Whenever the word "光風通り" turns up in a line below, that line should be copied.

- - -

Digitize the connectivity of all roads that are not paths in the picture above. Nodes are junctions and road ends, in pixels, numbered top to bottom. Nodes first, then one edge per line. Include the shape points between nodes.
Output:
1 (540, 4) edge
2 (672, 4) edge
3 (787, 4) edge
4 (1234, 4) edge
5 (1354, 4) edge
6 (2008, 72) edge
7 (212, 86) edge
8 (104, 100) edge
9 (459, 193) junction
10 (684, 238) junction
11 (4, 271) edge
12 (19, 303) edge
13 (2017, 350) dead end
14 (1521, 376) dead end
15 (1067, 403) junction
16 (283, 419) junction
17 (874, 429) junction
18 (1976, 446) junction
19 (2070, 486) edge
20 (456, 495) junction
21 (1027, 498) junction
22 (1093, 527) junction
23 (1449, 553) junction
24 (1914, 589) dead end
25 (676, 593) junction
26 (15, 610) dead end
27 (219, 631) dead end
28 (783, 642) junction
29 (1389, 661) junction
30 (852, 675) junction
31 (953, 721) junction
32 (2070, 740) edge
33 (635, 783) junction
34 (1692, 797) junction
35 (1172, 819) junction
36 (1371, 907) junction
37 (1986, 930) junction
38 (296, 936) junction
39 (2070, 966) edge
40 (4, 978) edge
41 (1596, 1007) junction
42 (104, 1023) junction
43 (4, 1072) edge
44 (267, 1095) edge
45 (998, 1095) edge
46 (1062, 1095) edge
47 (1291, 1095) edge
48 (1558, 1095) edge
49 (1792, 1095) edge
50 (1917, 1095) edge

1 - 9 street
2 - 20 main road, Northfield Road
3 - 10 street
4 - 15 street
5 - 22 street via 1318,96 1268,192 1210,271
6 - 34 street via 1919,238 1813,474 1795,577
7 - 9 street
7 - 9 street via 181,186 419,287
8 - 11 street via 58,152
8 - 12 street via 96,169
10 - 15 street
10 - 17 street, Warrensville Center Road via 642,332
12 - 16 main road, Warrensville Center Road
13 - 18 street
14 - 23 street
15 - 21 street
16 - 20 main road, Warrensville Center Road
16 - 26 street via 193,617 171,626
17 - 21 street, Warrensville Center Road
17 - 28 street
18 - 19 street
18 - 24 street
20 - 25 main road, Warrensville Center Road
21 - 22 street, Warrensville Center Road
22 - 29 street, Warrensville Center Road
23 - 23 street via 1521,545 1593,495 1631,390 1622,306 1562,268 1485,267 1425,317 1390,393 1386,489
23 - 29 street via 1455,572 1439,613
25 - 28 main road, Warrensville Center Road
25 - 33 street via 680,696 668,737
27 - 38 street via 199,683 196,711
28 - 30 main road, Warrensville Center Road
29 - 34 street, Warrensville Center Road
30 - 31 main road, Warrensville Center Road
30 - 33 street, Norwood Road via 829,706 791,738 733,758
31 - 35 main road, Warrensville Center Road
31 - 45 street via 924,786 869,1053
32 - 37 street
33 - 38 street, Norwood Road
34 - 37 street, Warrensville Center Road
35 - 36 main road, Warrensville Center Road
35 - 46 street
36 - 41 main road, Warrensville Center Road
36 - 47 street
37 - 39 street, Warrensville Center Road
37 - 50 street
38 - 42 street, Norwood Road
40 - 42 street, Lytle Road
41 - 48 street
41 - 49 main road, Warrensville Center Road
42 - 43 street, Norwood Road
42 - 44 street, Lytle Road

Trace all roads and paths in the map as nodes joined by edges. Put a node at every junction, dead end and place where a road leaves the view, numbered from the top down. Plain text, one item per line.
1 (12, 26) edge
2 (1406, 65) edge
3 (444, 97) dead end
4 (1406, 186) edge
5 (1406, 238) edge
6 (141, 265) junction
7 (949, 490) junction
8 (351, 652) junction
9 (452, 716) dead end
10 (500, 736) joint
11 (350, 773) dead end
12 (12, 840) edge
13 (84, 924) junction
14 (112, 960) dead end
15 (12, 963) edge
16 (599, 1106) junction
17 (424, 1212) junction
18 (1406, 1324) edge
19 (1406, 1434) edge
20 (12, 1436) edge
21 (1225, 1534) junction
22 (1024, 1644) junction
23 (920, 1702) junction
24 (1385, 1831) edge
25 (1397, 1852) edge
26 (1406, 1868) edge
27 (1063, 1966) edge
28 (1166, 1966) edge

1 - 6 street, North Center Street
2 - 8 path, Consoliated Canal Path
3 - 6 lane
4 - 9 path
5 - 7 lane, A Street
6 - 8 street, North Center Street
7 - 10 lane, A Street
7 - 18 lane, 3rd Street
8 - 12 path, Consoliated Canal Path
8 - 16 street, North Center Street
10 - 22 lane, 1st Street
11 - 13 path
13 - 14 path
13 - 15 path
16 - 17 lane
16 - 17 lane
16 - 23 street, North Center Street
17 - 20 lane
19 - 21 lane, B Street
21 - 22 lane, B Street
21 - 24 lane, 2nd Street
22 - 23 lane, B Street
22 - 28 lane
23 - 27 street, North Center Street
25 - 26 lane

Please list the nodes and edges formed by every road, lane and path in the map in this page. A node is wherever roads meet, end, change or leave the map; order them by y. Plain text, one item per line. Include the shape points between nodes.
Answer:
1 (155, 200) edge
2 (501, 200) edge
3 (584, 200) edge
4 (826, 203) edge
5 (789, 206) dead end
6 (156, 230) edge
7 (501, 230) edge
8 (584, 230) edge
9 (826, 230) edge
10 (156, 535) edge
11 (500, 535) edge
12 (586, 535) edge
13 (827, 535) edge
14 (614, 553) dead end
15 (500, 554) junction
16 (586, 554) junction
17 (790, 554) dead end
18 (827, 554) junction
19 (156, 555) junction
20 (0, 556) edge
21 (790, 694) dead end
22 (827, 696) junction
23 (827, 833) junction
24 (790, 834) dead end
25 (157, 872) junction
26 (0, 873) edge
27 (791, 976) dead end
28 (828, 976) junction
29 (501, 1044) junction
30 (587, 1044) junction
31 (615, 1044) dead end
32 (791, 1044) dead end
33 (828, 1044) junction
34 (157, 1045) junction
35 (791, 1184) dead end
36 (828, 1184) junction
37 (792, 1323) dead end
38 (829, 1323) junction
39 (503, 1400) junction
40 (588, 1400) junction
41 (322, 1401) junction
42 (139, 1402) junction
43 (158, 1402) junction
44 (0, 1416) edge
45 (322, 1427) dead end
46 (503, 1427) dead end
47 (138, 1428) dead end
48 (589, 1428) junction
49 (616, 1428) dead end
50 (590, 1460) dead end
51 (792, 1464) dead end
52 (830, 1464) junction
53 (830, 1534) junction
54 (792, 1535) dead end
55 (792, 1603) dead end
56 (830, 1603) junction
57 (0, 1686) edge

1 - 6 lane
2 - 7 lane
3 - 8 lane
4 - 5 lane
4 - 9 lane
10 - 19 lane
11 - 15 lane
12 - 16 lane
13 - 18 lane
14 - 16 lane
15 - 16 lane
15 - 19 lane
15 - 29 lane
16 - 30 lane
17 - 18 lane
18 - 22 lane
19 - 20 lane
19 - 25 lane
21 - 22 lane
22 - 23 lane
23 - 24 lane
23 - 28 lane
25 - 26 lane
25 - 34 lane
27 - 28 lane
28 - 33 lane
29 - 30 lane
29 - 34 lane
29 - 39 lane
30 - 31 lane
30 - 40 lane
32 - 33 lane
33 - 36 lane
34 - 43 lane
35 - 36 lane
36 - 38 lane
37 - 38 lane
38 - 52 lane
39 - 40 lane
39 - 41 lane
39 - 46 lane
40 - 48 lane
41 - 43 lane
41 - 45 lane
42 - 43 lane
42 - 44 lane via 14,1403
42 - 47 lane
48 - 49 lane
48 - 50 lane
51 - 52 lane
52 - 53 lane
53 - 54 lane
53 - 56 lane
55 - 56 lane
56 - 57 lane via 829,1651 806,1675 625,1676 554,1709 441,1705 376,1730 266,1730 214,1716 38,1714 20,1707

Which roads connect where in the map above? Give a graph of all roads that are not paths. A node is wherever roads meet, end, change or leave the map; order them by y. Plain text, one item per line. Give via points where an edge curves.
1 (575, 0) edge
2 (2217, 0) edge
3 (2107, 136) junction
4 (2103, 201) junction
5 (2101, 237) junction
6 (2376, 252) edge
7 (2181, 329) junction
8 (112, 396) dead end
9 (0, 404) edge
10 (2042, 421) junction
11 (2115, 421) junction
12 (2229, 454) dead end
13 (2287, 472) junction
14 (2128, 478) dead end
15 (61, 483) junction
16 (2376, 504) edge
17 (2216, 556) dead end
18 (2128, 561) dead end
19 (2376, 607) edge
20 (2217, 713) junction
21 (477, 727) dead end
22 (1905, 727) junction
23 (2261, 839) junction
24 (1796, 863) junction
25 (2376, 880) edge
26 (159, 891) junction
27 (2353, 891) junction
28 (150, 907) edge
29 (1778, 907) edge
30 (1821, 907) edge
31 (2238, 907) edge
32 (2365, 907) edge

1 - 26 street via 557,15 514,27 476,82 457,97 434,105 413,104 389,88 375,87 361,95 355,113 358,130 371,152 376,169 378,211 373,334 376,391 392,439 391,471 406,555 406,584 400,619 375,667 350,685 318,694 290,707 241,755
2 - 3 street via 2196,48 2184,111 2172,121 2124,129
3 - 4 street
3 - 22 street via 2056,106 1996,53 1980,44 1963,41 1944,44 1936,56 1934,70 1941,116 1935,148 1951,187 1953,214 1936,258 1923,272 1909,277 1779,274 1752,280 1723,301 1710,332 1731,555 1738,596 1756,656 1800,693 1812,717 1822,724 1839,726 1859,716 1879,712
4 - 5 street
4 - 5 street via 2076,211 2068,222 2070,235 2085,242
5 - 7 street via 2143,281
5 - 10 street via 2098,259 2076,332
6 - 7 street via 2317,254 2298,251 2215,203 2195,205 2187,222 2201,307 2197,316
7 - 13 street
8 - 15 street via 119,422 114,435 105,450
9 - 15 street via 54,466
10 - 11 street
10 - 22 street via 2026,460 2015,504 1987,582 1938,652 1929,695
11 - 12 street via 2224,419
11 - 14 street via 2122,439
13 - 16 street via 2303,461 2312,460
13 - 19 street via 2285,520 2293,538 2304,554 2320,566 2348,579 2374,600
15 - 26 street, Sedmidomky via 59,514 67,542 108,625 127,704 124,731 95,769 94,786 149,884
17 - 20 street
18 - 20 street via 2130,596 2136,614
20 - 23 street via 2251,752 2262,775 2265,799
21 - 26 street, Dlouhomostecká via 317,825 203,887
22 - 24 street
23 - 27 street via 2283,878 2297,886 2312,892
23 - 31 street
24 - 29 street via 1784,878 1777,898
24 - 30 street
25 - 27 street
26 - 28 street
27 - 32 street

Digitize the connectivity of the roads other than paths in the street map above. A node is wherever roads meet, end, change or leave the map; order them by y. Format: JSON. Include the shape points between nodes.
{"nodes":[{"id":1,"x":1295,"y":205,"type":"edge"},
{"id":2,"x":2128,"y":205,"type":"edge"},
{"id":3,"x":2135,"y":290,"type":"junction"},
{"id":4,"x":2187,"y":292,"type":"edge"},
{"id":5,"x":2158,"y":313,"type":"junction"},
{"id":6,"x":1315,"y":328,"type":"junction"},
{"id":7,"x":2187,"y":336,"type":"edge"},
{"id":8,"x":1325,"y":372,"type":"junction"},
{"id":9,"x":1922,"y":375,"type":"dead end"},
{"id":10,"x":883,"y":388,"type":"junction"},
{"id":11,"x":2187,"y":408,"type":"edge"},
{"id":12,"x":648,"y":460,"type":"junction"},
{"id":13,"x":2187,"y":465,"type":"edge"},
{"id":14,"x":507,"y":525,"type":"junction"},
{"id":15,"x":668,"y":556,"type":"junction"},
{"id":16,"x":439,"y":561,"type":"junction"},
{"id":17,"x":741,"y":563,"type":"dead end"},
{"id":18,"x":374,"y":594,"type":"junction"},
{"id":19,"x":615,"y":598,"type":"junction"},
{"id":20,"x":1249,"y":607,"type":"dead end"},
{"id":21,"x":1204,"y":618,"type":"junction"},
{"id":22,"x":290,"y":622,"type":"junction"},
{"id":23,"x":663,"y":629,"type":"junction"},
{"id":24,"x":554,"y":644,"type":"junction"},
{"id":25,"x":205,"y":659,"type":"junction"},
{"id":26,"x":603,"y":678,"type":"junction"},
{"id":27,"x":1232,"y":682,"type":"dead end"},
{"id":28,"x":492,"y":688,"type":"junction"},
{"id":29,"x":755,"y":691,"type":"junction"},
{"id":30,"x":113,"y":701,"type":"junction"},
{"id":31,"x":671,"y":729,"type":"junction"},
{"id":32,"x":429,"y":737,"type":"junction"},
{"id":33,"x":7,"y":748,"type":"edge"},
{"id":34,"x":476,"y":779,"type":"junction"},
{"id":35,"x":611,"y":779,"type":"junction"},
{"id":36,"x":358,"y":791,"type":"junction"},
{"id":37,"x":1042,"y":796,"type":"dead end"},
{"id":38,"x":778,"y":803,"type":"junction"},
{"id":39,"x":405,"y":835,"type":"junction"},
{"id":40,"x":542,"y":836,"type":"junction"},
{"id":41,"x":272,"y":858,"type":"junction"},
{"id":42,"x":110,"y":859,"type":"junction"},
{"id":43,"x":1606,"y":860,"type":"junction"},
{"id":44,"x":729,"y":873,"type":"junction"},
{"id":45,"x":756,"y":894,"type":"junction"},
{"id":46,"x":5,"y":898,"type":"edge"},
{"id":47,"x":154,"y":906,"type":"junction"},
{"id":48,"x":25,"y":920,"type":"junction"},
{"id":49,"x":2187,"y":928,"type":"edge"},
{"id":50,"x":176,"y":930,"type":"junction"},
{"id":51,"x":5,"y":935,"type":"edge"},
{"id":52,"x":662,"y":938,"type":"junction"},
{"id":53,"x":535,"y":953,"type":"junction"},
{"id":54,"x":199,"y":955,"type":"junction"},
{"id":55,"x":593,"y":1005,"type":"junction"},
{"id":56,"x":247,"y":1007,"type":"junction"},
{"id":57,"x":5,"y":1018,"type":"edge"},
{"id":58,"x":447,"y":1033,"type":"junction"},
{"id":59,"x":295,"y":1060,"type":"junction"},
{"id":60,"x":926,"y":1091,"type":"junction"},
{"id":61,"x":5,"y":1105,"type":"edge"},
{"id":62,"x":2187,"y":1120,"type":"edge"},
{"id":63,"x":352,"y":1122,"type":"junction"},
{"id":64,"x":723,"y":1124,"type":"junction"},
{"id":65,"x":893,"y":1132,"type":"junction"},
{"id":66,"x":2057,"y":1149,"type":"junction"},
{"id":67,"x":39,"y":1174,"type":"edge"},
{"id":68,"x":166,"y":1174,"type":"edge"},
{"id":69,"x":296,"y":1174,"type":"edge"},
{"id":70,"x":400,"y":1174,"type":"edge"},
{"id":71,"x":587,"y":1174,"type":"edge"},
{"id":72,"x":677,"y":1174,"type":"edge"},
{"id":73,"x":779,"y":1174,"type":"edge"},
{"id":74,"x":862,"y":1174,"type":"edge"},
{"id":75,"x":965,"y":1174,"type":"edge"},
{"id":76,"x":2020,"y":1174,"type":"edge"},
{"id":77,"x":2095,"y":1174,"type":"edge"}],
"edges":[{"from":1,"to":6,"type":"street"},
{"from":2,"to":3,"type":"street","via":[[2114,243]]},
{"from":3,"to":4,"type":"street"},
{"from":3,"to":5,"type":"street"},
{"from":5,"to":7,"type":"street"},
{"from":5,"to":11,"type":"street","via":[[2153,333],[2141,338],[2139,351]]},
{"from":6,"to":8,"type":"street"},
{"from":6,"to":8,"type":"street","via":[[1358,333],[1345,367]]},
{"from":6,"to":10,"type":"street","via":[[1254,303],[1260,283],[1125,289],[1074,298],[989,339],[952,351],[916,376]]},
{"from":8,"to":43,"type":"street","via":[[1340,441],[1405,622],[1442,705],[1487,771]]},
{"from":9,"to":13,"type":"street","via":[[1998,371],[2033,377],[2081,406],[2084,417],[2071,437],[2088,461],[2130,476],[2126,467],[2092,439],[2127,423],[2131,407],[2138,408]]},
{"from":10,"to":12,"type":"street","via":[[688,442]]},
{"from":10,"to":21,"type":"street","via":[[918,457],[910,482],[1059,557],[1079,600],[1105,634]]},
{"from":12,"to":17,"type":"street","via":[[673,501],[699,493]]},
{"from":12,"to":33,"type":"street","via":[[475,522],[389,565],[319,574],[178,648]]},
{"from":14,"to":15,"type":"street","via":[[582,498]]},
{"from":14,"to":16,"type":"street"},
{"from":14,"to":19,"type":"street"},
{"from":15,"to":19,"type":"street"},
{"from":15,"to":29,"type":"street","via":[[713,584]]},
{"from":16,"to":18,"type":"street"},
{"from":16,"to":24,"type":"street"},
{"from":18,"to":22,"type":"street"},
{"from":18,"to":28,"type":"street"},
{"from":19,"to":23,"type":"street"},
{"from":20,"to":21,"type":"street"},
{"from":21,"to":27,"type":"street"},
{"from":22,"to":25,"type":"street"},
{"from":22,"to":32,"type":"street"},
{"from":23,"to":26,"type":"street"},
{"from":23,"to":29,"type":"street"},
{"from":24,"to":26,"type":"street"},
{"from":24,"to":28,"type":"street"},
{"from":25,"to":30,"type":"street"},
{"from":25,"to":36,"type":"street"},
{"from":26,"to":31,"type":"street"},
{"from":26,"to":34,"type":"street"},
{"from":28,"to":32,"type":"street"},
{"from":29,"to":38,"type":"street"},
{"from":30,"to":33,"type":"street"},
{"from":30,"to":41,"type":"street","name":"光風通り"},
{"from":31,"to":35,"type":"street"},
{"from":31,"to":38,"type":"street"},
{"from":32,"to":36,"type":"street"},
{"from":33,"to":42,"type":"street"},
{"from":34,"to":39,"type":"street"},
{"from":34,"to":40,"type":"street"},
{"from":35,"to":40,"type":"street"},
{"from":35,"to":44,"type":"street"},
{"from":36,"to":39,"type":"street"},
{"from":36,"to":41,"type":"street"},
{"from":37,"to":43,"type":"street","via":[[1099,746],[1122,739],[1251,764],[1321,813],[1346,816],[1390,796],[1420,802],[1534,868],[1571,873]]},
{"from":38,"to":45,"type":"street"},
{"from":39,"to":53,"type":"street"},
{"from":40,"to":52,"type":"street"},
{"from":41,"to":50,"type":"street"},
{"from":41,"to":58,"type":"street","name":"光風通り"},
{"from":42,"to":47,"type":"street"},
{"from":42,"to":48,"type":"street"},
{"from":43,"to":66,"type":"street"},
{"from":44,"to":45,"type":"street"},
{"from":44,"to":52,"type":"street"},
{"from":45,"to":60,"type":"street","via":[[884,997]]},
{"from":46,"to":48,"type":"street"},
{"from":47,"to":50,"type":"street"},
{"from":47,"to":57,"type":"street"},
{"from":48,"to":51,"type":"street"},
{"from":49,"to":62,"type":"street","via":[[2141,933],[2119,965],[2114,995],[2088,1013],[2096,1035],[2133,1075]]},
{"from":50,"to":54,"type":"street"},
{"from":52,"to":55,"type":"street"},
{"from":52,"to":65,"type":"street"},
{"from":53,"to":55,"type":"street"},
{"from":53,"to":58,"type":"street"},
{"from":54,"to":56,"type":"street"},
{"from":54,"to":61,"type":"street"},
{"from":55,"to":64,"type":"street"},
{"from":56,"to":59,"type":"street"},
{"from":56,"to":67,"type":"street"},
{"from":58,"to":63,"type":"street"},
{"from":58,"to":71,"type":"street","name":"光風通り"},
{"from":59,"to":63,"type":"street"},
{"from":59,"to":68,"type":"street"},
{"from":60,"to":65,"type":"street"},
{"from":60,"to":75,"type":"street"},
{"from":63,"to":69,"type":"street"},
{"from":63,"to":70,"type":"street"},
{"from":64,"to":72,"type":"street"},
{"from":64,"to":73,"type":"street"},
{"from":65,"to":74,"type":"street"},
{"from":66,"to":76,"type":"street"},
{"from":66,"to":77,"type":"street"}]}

- - -

Expected output:
{"from":30,"to":41,"type":"street","name":"光風通り"},
{"from":41,"to":58,"type":"street","name":"光風通り"},
{"from":58,"to":71,"type":"street","name":"光風通り"},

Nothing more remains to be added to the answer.